Computing system 500 may be any computer system, such as a
workstation, desktop computer, server, laptop, handheld computer,
tablet computer (e.g., the iPad.TM. tablet computer), mobile
computing or communication device (e.g., the iPhone.TM. mobile
communication device, the Android.TM. mobile communication device,
and the like), or other form of computing or telecommunications
device that is capable of communication and that has sufficient
processor power and memory capacity to perform the operations
described in this disclosure. A distributed computational system
may be provided that includes a multiple of such computing devices.
As depicted, computing system 500 may include processor 502, memory
504, and data storage 506. Processor 502, memory 504, and data
storage 506 may be communicatively coupled.
[0036] In general, processor 502 may include any suitable
special-purpose or general-purpose computer, computing entity, or
computing or processing device including various computer hardware,
firmware, or software modules, and may be configured to execute
instructions, such as program instructions, stored on any
applicable computer-readable storage media. For example, processor
502 may include a microprocessor, a microcontroller, a digital
signal processor (DSP), an application-specific integrated circuit
(ASIC), a Field-Programmable Gate Array (FPGA), or any other
digital or analog circuitry configured to interpret and/or to
execute program instructions and/or to process data. Although
illustrated as a single processor in FIG. 5, processor 502 may
include any number of processors and/or processor cores configured
to, individually or collectively, perform or direct performance of
any number of operations described in the present disclosure.

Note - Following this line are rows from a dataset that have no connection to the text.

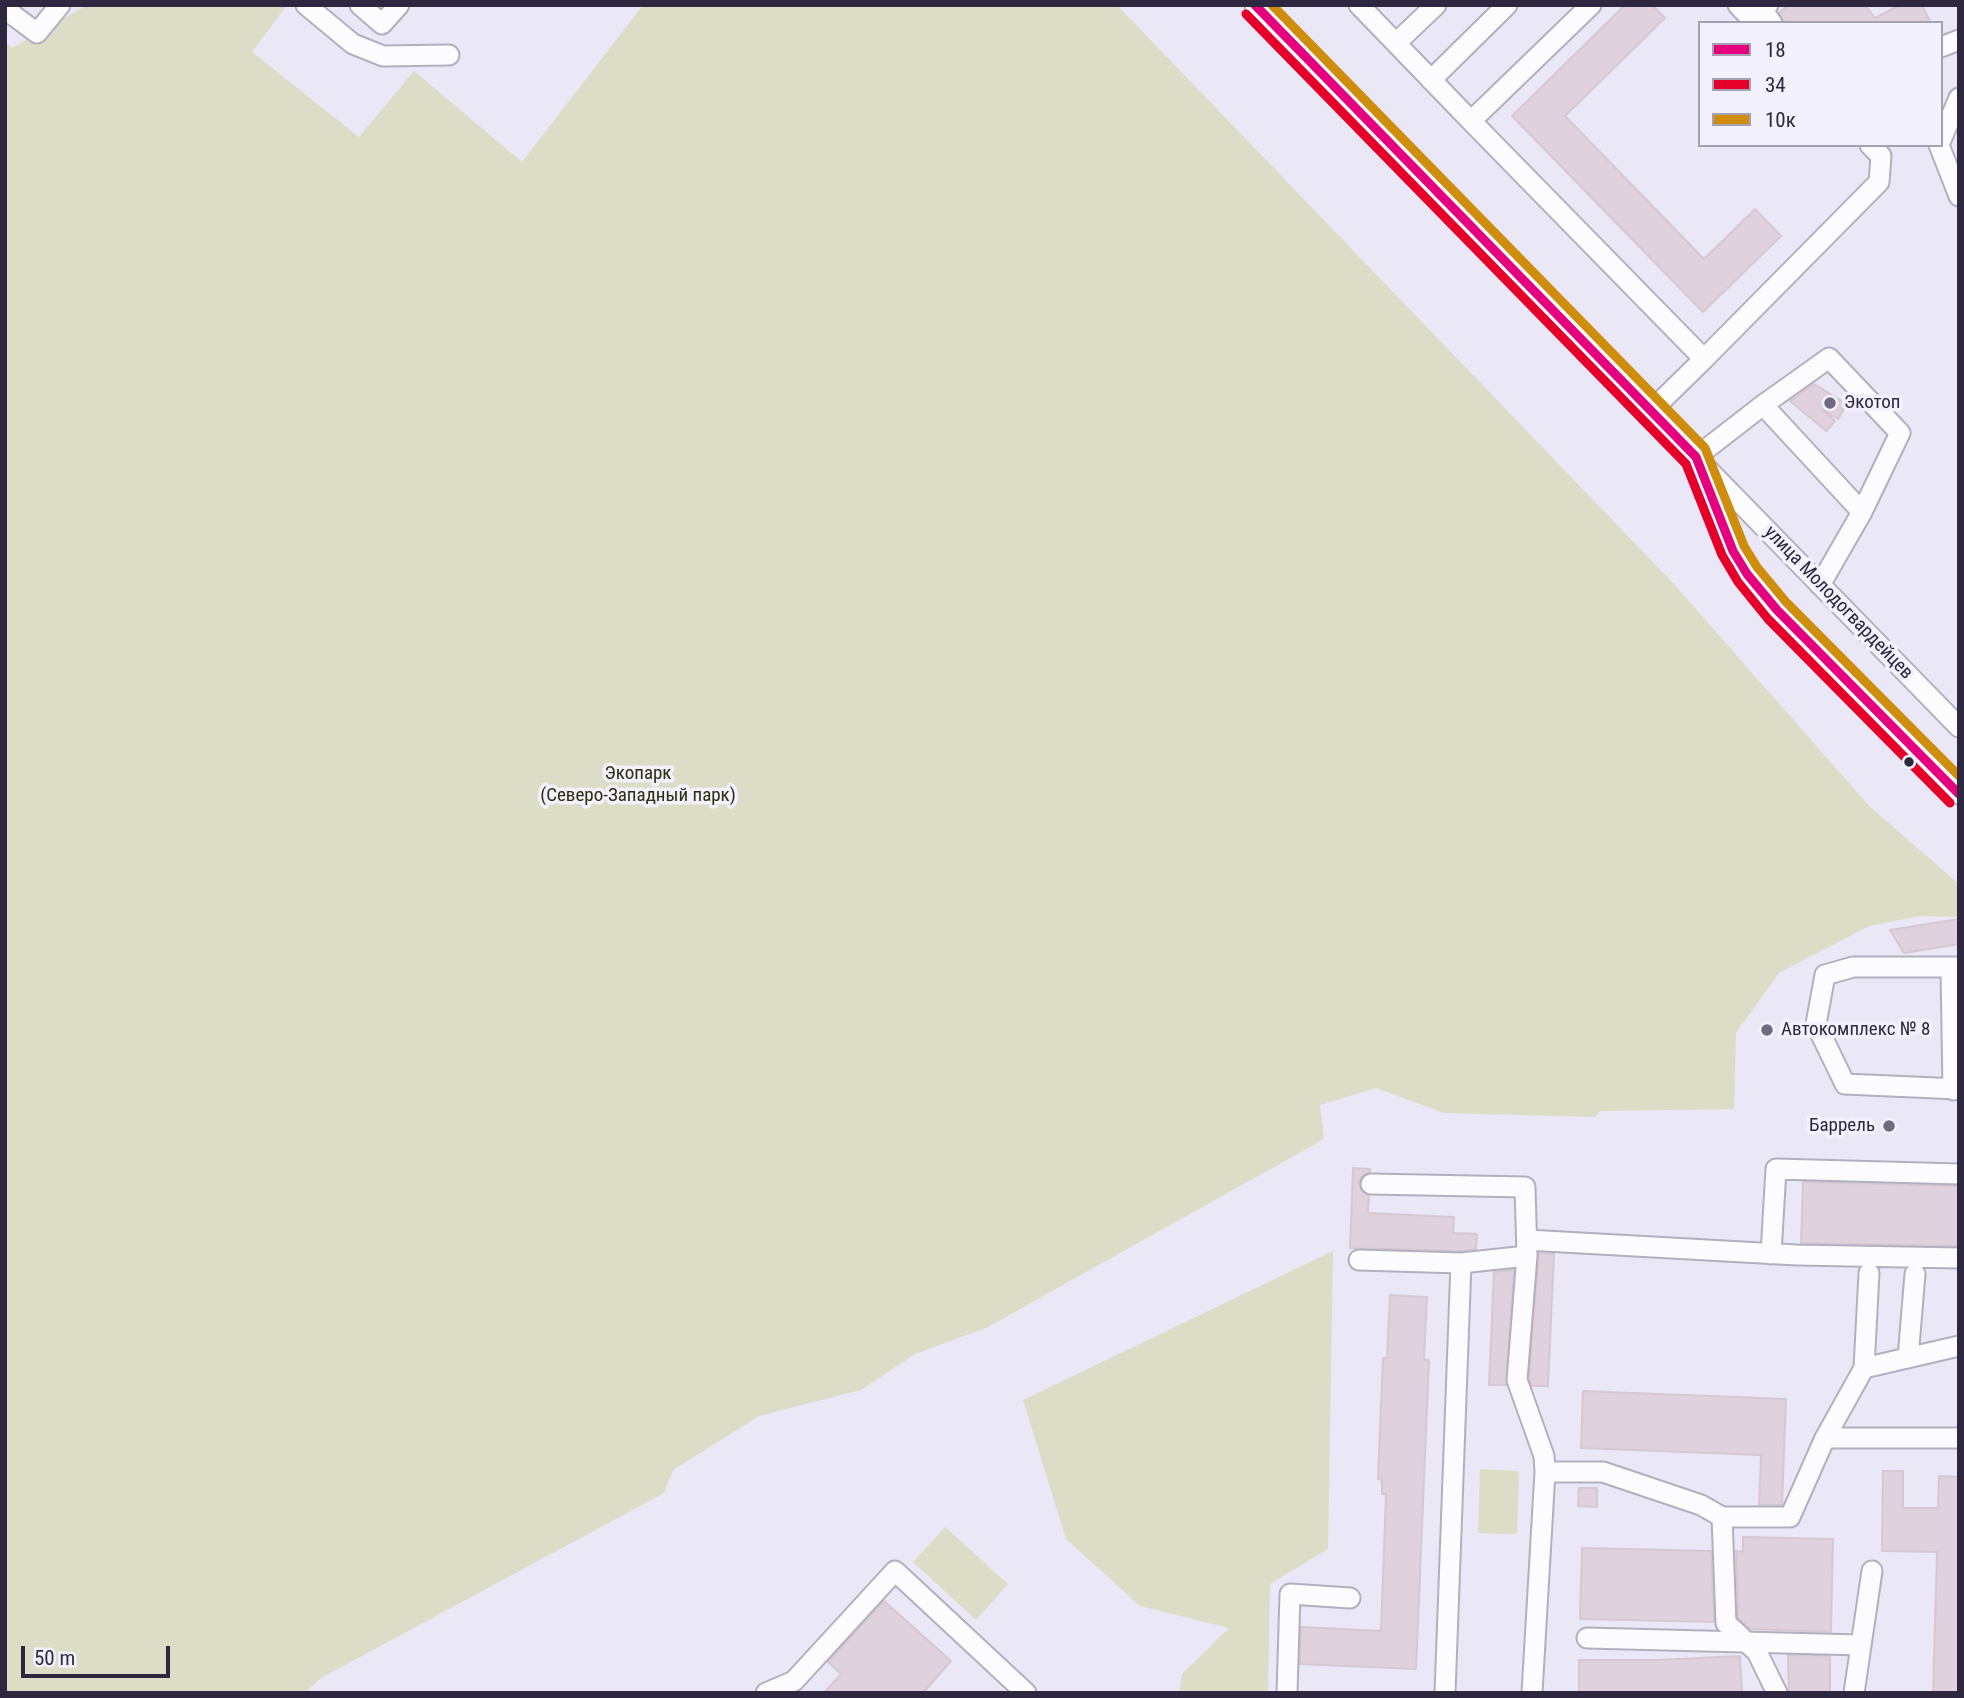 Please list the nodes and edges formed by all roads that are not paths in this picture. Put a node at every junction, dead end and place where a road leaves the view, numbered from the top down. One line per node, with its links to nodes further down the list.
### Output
1 (60, 5): 12 (street)
2 (306, 5): 18 (street)
3 (360, 5): 15 (street)
4 (399, 5): 15 (street)
5 (1255, 5): 28 (street)
6 (1359, 5): 16 (street)
7 (1436, 5): 16 (street)
8 (1507, 5): 19 (street)
9 (1591, 5): 21 (street)
10 (1738, 5): 13 (street)
11 (1768, 5): 14 (street)
12 (5, 9)
13 (1753, 21)
14 (1770, 21)
15 (382, 24): 18 (street)
16 (1396, 43): 19 (street)
17 (449, 55): 18 (street)
18 (383, 56)
19 (1431, 80): 21 (street)
20 (1959, 98): 22 (street)
21 (1471, 121): 26 (street)
22 (1943, 135)
23 (1872, 147): 26 (street)
24 (1940, 147): 25 (street)
25 (1959, 195)
26 (1704, 359): 28 (street)
27 (1763, 405): 29 (street); 30 (street); 30 (street)
28 (1651, 411): 29 (street)
29 (1696, 457): 31 (street, улица Молодогвардейцев); 33 (street, улица Молодогвардейцев)
30 (1862, 512): 31 (street)
31 (1820, 585): 32 (street, улица Молодогвардейцев)
32 (1959, 727)
33 (1959, 794)
34 (1955, 967): 35 (street); 35 (street)
35 (1956, 1090)
36 (1959, 1174): 39 (street)
37 (1371, 1184): 38 (street)
38 (1527, 1248): 39 (street); 42 (street); 50 (street)
39 (1771, 1254): 40 (street)
40 (1959, 1258)
41 (1359, 1260): 42 (street)
42 (1461, 1263): 60 (street)
43 (1869, 1273): 47 (street)
44 (1915, 1274): 46 (street)
45 (1959, 1346): 46 (street)
46 (1908, 1358): 47 (street)
47 (1864, 1368): 48 (street)
48 (1825, 1438): 49 (street); 51 (street)
49 (1959, 1438)
50 (1545, 1472): 51 (street); 61 (street)
51 (1722, 1517): 55 (street)
52 (1872, 1571): 56 (street)
53 (1350, 1598): 59 (street)
54 (1587, 1638): 55 (street)
55 (1746, 1642): 56 (street); 62 (street)
56 (1861, 1645): 63 (street)
57 (766, 1693): 58 (street)
58 (1026, 1693)
59 (1286, 1693)
60 (1445, 1693)
61 (1532, 1693)
62 (1776, 1693)
63 (1854, 1693)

Additionally, one or more of the processors may be present on one
or more different electronic devices, such as different
servers.
[0037] In some embodiments, processor 502 may be configured to
interpret and/or execute program instructions and/or process data
stored in memory 504, data storage 506, or memory 504 and data
storage 506. In some embodiments, processor 502 may fetch program
instructions from data storage 506 and load the program
instructions in memory 504. After the program instructions are
loaded into memory 504, processor 502 may execute the program
instructions.
[0038] For example, in some embodiments, any one or more of the
engines, components and/or modules of digital experience targeting
framework 100 may be included in data storage 506 as program
instructions. Processor 502 may fetch some or all of the program
instructions from data storage 506 and may load the fetched program
instructions in memory 504. Subsequent to loading the program
instructions into memory 504, processor 502 may execute the program
instructions such that the computing system may implement the
operations as directed by the instructions.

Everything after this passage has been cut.